Biochimie. 2020 Jul 7;S0300-9084(20)30155-3. doi: 10.1016/j.biochi.2020.07.001. Online ahead of print.
Isabelle Dugail 1 , Ez-Zoubir Amri 2 , Nicolas Vitale 3
1 UMRS 1269 INSERM/Sorbonne University, Nutriomics, Faculté de médecine Pitié-Salpêtrière, F-75013, Paris, France; Member of the scientific council of the Groupe d’Etude et de Recherche en Lipidomique (GERLI), France.
2 Université Côte d’Azur, CNRS, Inserm, iBV, Nice, France; Member of the scientific council of the Groupe d’Etude et de Recherche en Lipidomique (GERLI), France.
3 Centre National de la Recherche Scientifique, Université de Strasbourg, Institut des Neurosciences Cellulaires et Intégratives, F-67000, Strasbourg, France; Member of the scientific council of the Groupe d’Etude et de Recherche en Lipidomique (GERLI), France. Electronic address: firstname.lastname@example.org.
It is becoming obvious that in addition to aging and various hearth pathologies, excess of body weight, especially obesity is a major risk factor for severity of COVID-19 infection. Intriguingly the receptor for SARS-CoV-2 is ACE2, a member of the angiotensin receptor family that has a relatively large tissue distribution. This observation likely explains the multitude of symptoms that have been described from human patients.
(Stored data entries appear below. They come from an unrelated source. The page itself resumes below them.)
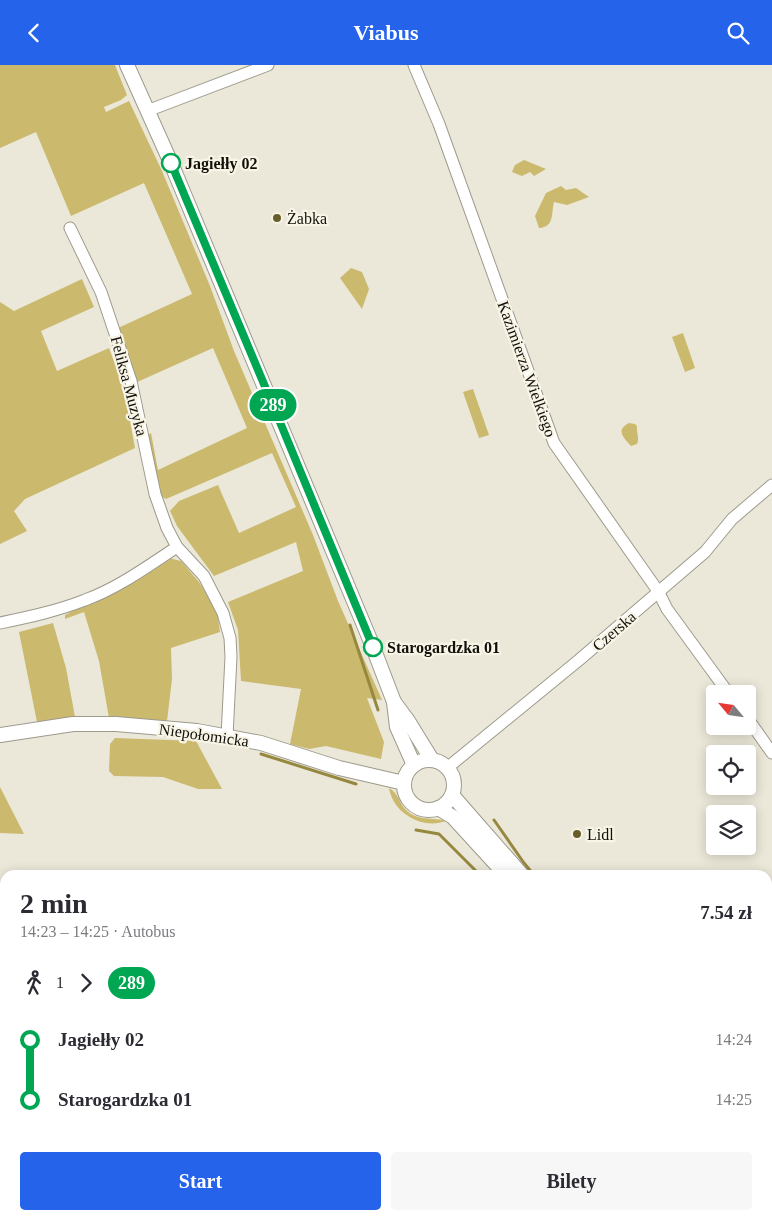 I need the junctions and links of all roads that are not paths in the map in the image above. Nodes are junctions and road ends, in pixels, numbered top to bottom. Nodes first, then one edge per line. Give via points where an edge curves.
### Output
1 (127, 65) edge
2 (268, 65) edge
3 (414, 65) edge
4 (147, 111) junction
5 (70, 228) dead end
6 (772, 485) edge
7 (177, 547) junction
8 (658, 591) junction
9 (0, 623) edge
10 (722, 685) edge
11 (394, 702) junction
12 (756, 730) edge
13 (0, 735) edge
14 (227, 736) junction
15 (772, 753) edge
16 (432, 760) junction
17 (414, 765) junction
18 (447, 768) junction
19 (404, 783) junction
20 (452, 795) junction
21 (438, 808) junction
22 (501, 870) edge
23 (518, 870) edge

1 - 4 main road
2 - 4 street
3 - 8 street, Kazimierza Wielkiego via 439,124 554,443
4 - 11 main road via 282,427
5 - 7 street, Feliksa Muzyka via 101,292 131,381 155,494
6 - 8 street, Czerska via 732,519 705,551
7 - 9 street via 134,575 86,600 40,615
7 - 14 street, Feliksa Muzyka via 204,576 223,613 230,638
8 - 10 street, Kazimierza Wielkiego via 667,609
8 - 18 street, Czerska via 580,660
11 - 16 main road
11 - 17 main road via 397,727
12 - 15 street
13 - 14 main road, Niepołomicka via 73,724 116,724
14 - 19 main road, Niepołomicka
16 - 17 main road
16 - 18 main road
17 - 19 main road via 405,776
18 - 20 main road via 454,781
19 - 21 main road via 408,799 414,805 422,809
20 - 21 main road
20 - 23 main road
21 - 22 main road via 453,817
The adipose tissue also expresses ACE2, suggesting that adipocytes are potentially infected by SARS-CoV-2. Here we discuss some of the potential contribution of the adipose tissue to the severity of the infection and propose some aspects of obese patients metabolic phenotyping to help stratification of individuals with high risk of severe disease.